As this was a cell biology project, societal outcomes and impact are not immediately apparent. However, the processes studied are of fundamental importance to cell fitness and their defects play key roles in the etiology of cancer and envelopathies. Our cutting-edge research yielded new mechanistic insights and concepts of fundamental importance for the field. It answered key questions regarding nuclear integrity, genome stability and the role of micronuclei in cancer development. As such, our work will have a major impact on understanding the forces driving cancer development. Our finding pave the way for new prognostic biomarkers and for chemotherapeutic treatment based on nuclear integrity. Besides publication in the top-tier journal Nature Cell Biology, the project produced exciting as-yet unpublished findings that will drive the research field forward. It also spawned long-term international collaborations that will continue to produce conceptual work for years to come.

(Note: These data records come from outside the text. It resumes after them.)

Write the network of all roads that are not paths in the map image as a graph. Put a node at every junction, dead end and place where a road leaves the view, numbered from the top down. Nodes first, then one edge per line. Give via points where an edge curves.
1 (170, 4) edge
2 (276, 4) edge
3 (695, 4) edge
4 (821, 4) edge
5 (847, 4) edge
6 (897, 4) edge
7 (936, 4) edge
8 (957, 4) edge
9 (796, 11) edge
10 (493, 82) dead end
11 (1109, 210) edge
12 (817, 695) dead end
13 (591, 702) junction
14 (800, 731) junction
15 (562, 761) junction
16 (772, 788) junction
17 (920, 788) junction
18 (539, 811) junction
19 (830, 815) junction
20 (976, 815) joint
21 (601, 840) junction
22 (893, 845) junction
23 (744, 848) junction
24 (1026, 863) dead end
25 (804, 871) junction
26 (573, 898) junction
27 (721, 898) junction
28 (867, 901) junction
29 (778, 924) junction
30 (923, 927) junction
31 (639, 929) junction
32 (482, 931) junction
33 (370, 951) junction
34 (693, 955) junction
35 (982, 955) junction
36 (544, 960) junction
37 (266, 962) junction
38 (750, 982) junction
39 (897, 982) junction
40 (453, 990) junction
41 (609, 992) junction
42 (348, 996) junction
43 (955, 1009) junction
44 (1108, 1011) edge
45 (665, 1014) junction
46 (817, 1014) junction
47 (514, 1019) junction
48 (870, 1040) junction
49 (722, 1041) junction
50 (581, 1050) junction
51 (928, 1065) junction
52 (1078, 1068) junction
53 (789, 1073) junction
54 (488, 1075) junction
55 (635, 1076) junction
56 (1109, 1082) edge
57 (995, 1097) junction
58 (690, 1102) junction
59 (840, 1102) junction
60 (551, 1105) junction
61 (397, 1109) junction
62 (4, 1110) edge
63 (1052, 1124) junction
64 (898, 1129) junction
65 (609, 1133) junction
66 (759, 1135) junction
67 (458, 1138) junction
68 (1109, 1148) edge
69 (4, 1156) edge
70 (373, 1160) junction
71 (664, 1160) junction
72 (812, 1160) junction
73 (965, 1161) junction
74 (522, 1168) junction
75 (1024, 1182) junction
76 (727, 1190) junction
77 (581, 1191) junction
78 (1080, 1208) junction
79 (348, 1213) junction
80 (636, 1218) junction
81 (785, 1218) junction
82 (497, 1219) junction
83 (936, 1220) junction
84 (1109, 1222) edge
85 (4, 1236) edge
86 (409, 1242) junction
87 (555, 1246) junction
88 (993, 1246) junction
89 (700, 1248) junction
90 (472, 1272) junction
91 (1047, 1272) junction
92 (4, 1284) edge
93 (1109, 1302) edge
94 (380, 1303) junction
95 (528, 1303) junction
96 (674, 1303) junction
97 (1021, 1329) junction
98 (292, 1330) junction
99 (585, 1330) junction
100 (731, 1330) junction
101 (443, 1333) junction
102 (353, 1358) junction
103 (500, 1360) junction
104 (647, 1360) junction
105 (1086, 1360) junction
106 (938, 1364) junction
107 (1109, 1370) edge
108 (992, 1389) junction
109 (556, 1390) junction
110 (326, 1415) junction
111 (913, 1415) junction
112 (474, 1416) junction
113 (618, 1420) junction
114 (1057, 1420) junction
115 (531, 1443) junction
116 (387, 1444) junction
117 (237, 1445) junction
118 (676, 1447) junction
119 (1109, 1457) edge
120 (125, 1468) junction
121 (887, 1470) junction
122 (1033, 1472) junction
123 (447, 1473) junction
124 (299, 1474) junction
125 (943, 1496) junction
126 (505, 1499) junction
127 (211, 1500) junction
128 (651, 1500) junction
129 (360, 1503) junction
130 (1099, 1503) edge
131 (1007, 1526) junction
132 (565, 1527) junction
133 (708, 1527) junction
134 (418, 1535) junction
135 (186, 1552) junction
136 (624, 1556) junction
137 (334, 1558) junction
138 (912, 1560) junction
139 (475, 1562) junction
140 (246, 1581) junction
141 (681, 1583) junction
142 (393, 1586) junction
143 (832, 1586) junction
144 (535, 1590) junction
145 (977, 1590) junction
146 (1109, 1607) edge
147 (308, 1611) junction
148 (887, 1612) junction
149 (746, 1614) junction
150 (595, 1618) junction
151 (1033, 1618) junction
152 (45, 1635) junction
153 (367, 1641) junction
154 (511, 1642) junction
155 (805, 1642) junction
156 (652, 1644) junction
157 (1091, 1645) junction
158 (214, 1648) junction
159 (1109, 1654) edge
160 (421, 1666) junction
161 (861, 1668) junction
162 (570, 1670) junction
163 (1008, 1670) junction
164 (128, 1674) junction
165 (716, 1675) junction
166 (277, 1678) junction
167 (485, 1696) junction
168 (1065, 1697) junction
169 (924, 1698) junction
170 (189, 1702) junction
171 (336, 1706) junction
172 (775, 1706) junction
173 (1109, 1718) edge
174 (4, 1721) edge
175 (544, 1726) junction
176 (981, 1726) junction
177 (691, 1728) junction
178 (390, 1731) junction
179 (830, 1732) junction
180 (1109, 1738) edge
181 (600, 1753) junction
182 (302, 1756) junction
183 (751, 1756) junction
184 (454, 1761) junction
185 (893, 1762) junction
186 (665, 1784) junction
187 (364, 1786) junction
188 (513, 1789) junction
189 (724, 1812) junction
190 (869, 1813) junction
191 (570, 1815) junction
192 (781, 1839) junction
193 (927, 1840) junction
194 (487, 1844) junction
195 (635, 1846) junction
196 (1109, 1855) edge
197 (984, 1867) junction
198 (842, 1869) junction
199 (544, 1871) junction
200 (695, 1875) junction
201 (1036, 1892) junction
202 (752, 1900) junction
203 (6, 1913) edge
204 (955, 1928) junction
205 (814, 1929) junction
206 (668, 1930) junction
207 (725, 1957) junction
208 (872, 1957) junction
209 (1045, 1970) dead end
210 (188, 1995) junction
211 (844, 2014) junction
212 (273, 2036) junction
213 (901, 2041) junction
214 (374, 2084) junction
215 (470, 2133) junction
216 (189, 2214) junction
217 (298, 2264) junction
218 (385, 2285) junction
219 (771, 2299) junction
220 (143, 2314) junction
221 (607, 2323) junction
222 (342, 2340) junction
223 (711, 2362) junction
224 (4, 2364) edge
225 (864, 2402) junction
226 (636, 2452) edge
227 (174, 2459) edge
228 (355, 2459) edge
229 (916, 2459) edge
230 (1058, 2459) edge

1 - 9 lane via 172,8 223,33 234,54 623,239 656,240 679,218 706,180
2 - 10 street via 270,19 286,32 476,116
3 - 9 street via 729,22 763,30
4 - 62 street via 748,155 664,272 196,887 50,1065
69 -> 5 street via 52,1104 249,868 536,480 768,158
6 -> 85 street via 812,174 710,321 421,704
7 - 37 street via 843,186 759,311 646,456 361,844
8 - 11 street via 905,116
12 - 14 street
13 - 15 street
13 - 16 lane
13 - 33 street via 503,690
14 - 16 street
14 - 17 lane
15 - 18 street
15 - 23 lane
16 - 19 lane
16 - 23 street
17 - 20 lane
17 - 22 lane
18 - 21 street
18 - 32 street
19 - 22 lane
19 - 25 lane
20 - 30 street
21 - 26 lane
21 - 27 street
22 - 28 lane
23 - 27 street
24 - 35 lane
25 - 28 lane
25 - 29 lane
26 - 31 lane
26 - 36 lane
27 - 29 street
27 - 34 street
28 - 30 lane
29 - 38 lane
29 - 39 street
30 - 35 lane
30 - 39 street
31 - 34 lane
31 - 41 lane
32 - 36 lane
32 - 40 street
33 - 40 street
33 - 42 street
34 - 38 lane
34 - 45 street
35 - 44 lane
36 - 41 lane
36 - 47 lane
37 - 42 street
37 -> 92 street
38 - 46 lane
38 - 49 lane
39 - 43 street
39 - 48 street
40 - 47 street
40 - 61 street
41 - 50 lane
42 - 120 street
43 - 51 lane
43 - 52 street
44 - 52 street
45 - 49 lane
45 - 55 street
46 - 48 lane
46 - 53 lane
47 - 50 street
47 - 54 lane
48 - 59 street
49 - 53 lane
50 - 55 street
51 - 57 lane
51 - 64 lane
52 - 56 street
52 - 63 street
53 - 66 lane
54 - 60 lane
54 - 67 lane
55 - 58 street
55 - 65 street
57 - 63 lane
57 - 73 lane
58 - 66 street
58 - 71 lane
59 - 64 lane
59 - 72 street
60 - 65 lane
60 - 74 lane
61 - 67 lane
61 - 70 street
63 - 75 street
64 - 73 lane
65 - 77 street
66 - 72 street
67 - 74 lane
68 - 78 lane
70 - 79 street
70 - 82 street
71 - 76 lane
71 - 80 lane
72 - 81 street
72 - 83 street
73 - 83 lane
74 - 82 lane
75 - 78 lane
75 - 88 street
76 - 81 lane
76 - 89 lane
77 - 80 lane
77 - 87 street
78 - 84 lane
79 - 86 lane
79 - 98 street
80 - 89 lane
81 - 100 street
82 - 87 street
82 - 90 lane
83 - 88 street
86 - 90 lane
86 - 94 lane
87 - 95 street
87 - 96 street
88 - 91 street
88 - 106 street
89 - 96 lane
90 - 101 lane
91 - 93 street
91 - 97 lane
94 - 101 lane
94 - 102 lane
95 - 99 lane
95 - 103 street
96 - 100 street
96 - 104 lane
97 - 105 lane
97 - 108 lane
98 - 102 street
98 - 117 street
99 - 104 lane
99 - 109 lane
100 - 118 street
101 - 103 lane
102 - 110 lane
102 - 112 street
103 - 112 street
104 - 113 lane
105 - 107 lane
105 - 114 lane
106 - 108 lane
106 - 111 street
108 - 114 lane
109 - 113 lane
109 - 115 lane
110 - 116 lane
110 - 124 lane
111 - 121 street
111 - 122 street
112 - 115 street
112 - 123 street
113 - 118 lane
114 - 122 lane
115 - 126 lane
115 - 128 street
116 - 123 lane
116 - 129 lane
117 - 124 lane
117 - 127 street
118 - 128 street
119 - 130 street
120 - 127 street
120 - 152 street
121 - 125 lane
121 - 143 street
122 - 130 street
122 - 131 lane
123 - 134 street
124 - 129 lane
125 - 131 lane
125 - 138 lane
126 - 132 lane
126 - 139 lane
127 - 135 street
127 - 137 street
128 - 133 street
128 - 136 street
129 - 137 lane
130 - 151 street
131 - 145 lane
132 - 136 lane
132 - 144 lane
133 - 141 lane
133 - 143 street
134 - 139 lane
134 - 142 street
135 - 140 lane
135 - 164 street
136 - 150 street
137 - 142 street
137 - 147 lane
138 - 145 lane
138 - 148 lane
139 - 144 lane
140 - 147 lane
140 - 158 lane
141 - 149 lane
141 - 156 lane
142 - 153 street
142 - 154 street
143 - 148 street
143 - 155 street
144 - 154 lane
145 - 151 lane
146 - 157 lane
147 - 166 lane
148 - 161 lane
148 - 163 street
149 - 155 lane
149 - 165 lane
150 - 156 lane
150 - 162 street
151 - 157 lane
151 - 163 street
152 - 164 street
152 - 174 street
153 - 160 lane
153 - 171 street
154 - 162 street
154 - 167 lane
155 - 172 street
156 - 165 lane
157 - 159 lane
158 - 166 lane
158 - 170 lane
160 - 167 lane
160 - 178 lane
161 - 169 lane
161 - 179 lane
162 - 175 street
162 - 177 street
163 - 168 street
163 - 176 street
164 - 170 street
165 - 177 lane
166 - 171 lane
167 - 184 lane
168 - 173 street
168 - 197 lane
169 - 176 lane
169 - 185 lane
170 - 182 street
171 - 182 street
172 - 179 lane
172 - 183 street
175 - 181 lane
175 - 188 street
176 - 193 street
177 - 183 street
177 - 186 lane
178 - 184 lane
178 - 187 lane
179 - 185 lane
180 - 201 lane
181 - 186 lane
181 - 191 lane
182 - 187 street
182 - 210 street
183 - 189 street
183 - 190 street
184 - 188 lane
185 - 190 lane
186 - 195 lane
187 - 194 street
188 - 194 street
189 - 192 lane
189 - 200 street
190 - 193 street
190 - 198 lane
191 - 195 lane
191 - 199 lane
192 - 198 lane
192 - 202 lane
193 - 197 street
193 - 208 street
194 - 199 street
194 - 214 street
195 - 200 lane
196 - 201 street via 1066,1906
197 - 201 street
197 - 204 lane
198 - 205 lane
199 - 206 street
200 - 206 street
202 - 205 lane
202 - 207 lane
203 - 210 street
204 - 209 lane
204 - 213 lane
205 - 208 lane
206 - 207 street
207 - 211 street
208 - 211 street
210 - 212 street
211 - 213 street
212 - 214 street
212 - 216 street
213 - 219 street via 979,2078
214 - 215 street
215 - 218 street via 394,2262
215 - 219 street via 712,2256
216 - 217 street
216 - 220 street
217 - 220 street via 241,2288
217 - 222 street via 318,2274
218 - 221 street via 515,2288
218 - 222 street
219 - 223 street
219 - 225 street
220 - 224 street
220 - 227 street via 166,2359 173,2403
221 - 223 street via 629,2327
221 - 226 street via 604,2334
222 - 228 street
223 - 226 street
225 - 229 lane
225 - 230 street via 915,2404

Each day, billions of cells duplicate in order for our body to grow, replenish, repair damage and maintain normal organ function. Each cell duplication poses challenges to the cell, especially with regard to the maintenance of a stable diploid genome, essential for normal cell function. Indeed, genome instability and aberrant chromosome numbers are considered drivers and an enabling hallmark of cancer. It is thought that a permissive range for genome instability exists where enabling effects on tumour evolution outweigh deleterious effects on cellular fitness. Our recent work uncovered novel functions for the endosomal sorting complex required for transport (ESCRT) machinery in safeguarding genome integrity during various stages of cell duplication. In the current proposal, we hypothesize that the ESCRT machinery are critical to protect cells from various pathological genome insults. This proposal aims at developing mechanistic understanding of these processes using cutting-edge molecular cell biology approaches with the aim to translate these finding to a more clinical setting. We will determine how ESCRTs prevent genome damage instability through it regulation of nuclear envelope integrity. We will establish a comprehensive molecular network describing how ESCRTs prevent chromosome damage when cells missegregate individual chromosomes. We will explore whether perturbation of these essential ESCRT functions leads to genome damage and contributes to cancer development. We will do this using cell lines, but we will also address the relation between ESCRT function and tumourigenesis using cancer patient tissue samples. We speculate that this project will lead to the identification of novel cancer biomarkers with diagnostic and prognostic potential. If successful, this project will advance our understanding of ESCRT biology and cellular mechanisms protecting against genome damage during cell duplication and tumourigenesis.